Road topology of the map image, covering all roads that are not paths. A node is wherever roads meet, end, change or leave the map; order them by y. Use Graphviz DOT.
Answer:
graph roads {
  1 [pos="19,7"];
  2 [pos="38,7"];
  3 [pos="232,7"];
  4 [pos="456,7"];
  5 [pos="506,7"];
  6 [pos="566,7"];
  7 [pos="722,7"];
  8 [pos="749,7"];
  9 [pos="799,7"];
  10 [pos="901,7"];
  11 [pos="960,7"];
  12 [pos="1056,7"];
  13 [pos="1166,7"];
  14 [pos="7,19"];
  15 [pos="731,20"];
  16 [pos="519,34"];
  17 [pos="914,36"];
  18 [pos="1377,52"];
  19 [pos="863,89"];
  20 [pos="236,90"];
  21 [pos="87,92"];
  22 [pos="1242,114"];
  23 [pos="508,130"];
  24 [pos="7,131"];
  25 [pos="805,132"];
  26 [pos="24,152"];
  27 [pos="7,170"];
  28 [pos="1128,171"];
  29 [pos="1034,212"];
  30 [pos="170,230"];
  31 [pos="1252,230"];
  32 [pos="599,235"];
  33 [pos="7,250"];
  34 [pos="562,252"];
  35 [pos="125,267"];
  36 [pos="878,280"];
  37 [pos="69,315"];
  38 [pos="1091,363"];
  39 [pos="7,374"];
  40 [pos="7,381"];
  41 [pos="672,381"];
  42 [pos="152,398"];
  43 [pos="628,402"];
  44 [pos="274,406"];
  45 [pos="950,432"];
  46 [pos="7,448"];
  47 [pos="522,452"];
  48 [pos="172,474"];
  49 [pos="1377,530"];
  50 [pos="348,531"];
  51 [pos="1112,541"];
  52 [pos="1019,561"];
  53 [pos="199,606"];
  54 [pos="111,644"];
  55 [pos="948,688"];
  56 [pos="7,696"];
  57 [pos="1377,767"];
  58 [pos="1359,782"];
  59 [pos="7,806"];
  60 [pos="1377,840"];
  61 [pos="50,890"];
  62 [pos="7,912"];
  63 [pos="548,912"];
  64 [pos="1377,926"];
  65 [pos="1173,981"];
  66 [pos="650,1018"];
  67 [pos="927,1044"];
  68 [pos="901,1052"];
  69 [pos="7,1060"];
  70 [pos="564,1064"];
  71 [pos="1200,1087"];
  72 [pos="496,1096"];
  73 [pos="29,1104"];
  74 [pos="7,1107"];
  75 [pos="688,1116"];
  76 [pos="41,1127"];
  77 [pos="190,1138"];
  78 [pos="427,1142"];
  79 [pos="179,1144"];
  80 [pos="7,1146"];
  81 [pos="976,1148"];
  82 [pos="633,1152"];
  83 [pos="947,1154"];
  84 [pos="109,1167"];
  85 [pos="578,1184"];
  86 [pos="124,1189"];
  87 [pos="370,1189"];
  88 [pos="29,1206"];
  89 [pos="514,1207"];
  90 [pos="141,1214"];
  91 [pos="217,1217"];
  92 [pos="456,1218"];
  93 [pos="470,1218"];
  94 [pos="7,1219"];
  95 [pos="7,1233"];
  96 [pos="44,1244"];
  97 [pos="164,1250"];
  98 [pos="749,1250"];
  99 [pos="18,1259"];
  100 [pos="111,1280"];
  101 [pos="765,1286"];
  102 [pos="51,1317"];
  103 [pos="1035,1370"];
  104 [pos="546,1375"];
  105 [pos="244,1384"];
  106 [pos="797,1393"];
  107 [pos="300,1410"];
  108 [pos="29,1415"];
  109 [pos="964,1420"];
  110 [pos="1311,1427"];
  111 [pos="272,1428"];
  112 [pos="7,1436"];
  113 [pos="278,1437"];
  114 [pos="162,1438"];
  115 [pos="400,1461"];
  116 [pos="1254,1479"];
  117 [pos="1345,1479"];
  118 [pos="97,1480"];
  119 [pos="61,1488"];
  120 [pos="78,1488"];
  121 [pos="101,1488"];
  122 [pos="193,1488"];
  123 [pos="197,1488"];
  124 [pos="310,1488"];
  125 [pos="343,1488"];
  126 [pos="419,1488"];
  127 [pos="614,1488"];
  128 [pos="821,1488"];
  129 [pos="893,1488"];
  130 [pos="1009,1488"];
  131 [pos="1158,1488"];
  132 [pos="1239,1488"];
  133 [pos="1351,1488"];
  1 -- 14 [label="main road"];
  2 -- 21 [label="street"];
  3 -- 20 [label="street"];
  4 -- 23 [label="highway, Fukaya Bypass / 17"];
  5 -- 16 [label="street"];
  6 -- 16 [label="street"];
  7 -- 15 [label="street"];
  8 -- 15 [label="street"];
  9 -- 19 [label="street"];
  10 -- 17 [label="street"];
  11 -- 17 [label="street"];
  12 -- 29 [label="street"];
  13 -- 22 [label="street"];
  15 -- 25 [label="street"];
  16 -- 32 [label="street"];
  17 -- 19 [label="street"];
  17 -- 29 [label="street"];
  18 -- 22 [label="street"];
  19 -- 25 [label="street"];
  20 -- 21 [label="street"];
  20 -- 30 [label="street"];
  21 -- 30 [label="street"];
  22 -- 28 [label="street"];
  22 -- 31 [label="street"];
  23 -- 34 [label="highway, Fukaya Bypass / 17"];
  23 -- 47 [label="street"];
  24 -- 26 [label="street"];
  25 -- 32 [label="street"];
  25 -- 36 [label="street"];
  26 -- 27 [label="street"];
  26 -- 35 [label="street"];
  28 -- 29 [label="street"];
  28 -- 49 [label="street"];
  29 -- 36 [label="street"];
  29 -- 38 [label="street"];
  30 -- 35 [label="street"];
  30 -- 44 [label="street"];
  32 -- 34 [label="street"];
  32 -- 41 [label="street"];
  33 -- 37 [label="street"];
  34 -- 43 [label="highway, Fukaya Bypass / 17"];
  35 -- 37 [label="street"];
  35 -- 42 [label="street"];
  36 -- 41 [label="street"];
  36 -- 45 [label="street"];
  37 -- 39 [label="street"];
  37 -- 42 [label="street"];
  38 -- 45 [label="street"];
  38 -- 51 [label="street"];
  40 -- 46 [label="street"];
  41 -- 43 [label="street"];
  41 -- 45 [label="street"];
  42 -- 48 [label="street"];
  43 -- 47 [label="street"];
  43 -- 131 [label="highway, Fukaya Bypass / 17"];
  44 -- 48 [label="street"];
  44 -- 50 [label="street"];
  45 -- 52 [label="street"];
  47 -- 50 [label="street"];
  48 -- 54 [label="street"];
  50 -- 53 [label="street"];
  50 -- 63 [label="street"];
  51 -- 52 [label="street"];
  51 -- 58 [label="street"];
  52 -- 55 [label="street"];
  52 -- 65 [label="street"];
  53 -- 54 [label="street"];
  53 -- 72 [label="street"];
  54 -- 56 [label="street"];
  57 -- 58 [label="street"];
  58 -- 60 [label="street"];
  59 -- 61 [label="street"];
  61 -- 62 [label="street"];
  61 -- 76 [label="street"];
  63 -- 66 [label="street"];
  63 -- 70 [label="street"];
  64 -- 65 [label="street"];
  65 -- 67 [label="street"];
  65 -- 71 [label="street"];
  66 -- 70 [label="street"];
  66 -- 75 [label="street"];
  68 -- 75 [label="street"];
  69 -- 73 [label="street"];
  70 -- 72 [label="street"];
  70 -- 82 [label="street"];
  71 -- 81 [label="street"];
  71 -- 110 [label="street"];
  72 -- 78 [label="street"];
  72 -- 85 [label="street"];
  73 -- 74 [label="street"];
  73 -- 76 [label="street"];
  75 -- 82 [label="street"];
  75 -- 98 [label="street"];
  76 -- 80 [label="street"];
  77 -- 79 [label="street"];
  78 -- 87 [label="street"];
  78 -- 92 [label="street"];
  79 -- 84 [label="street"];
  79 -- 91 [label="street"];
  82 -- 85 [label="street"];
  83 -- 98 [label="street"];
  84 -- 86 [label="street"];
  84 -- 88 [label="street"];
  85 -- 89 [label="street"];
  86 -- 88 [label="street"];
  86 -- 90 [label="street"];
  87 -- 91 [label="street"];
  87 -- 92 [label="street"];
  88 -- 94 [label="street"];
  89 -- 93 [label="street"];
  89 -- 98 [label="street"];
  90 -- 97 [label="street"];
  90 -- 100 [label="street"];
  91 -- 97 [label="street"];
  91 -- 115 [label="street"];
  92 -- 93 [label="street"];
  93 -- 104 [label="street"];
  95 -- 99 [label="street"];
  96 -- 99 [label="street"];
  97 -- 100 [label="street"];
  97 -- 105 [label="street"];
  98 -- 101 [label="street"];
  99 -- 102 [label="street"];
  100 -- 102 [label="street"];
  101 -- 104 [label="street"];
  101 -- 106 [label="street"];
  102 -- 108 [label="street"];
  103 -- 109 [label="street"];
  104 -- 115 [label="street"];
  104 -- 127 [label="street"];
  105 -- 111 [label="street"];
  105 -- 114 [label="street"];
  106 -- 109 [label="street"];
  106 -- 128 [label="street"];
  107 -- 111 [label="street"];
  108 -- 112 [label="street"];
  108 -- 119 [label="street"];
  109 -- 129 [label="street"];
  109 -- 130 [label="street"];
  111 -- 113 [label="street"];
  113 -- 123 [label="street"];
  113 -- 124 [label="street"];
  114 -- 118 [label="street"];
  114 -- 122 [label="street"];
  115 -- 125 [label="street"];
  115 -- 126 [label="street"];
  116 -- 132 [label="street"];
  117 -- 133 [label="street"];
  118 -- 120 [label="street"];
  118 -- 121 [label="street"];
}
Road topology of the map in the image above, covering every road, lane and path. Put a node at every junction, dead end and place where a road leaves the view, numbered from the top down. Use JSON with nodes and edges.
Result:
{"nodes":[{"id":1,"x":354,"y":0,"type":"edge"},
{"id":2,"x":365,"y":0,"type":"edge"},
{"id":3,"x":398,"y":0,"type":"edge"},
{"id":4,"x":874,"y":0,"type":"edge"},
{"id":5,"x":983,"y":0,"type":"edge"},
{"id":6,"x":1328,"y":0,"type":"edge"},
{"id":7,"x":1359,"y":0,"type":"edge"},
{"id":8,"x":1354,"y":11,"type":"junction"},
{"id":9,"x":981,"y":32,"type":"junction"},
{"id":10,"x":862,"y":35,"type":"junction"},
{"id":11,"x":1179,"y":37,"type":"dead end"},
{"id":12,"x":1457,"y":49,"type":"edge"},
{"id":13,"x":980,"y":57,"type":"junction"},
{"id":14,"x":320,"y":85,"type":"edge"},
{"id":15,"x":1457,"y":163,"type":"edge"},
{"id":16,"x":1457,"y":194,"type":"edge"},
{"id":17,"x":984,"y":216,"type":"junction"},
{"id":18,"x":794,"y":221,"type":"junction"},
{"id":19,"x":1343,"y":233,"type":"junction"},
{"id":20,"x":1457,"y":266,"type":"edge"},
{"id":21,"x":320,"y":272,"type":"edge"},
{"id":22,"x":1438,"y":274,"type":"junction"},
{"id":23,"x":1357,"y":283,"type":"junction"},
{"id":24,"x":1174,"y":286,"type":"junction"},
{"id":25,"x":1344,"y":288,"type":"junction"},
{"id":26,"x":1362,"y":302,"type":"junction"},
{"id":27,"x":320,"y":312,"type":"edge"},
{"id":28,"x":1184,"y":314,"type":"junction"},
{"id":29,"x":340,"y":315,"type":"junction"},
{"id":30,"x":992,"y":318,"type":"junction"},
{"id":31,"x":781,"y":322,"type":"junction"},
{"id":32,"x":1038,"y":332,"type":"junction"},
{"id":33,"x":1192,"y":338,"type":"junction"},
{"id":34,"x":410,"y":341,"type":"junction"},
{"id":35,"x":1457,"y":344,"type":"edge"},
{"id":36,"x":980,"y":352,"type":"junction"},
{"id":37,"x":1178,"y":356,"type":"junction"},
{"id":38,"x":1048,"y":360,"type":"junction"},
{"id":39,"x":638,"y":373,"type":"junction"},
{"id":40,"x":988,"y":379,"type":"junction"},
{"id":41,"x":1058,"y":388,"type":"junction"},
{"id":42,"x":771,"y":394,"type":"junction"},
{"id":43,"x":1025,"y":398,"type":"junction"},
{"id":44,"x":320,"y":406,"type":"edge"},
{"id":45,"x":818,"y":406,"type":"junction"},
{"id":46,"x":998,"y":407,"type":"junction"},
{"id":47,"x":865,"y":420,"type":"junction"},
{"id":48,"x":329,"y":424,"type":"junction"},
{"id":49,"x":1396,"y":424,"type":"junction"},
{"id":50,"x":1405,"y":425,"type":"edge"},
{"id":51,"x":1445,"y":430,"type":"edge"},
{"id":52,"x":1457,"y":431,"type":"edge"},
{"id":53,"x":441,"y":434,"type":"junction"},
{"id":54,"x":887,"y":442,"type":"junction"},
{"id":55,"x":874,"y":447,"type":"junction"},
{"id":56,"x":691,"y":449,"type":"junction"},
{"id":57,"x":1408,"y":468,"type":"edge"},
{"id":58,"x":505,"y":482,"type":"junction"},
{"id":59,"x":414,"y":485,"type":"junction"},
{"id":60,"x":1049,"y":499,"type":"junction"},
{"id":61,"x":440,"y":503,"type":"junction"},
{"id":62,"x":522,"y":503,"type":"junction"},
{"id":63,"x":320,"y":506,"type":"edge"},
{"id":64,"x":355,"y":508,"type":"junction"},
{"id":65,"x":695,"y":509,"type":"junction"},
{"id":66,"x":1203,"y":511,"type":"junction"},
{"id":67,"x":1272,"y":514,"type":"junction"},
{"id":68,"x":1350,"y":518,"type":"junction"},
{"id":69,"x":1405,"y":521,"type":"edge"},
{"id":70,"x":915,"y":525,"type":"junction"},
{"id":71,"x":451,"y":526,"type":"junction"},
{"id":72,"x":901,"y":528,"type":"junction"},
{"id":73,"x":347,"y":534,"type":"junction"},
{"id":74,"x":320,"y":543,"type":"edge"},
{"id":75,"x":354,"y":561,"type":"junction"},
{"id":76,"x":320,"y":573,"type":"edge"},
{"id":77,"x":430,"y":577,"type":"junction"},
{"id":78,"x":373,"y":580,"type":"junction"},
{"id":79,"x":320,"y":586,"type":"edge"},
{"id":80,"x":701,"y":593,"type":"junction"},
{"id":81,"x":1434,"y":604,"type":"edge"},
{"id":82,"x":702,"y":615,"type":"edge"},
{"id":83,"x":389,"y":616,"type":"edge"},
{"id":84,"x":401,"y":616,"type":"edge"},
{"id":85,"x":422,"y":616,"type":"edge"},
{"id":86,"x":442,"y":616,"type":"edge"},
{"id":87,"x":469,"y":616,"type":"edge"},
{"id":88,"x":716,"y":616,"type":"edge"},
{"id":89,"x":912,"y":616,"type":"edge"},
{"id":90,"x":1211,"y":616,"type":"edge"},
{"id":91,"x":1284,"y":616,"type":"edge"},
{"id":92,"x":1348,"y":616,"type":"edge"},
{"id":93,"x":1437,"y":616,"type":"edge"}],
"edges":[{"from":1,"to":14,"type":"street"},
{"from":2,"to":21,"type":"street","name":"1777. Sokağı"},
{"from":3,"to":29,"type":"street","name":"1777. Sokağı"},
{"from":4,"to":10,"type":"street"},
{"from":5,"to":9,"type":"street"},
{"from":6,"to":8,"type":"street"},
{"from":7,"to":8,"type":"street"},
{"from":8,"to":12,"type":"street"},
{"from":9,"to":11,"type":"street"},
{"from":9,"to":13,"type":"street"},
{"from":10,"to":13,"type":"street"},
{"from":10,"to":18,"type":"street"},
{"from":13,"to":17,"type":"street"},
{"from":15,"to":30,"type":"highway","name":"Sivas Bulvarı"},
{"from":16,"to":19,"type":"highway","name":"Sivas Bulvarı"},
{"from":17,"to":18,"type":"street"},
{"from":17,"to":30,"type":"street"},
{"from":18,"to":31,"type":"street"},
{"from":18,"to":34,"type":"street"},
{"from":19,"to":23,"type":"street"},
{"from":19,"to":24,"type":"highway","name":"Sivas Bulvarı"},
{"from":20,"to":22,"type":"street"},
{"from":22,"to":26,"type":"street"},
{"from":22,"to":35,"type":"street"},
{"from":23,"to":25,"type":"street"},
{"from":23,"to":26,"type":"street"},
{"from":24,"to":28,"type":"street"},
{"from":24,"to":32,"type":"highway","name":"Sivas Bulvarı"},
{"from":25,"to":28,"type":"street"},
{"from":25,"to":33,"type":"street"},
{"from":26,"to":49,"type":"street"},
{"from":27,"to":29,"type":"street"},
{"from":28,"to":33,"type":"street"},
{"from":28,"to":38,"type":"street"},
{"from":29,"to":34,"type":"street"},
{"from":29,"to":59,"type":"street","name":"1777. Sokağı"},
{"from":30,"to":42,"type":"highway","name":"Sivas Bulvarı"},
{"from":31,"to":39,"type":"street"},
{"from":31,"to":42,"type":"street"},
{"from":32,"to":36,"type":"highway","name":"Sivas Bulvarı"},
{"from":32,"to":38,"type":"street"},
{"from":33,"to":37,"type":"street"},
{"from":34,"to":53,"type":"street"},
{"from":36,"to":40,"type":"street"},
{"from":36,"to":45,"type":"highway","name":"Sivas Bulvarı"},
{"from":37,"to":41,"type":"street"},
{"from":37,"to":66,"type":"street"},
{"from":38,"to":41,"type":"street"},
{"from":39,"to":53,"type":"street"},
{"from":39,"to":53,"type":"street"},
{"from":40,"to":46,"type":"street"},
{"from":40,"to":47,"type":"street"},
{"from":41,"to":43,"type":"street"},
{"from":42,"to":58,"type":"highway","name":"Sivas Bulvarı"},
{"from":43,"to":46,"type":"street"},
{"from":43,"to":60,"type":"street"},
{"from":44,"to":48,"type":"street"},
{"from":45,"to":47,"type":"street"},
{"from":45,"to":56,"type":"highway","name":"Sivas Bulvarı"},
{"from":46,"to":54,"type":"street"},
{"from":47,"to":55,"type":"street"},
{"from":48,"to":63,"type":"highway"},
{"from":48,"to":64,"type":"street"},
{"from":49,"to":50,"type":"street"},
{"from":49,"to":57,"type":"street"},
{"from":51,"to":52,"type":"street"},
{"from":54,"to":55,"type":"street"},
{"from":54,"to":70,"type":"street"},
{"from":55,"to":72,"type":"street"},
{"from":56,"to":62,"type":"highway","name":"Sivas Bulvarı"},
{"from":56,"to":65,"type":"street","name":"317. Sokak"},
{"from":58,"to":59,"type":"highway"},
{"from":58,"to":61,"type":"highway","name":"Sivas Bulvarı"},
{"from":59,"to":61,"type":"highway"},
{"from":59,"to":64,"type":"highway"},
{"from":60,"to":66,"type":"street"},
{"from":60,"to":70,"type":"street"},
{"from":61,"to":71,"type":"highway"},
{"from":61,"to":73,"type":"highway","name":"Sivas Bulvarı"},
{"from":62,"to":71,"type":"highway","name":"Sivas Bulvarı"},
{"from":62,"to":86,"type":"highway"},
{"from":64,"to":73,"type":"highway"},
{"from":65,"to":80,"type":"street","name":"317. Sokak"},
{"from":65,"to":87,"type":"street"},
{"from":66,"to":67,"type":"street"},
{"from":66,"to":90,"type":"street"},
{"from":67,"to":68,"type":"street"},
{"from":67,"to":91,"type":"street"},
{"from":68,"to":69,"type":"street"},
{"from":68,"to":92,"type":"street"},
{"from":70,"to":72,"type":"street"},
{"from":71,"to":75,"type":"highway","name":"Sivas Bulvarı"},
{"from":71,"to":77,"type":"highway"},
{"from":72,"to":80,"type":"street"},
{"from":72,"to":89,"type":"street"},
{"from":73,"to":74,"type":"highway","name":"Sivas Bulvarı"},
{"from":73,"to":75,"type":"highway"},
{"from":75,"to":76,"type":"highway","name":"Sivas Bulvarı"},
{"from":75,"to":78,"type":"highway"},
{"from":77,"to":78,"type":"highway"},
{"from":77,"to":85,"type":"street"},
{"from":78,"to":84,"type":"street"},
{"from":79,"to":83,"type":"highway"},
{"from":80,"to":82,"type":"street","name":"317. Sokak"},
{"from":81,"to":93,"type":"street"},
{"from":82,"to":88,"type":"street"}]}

(Required action) Go through the material above and report each line containing "Bypass".

(Response)
  4 -- 23 [label="highway, Fukaya Bypass / 17"];
  23 -- 34 [label="highway, Fukaya Bypass / 17"];
  34 -- 43 [label="highway, Fukaya Bypass / 17"];
  43 -- 131 [label="highway, Fukaya Bypass / 17"];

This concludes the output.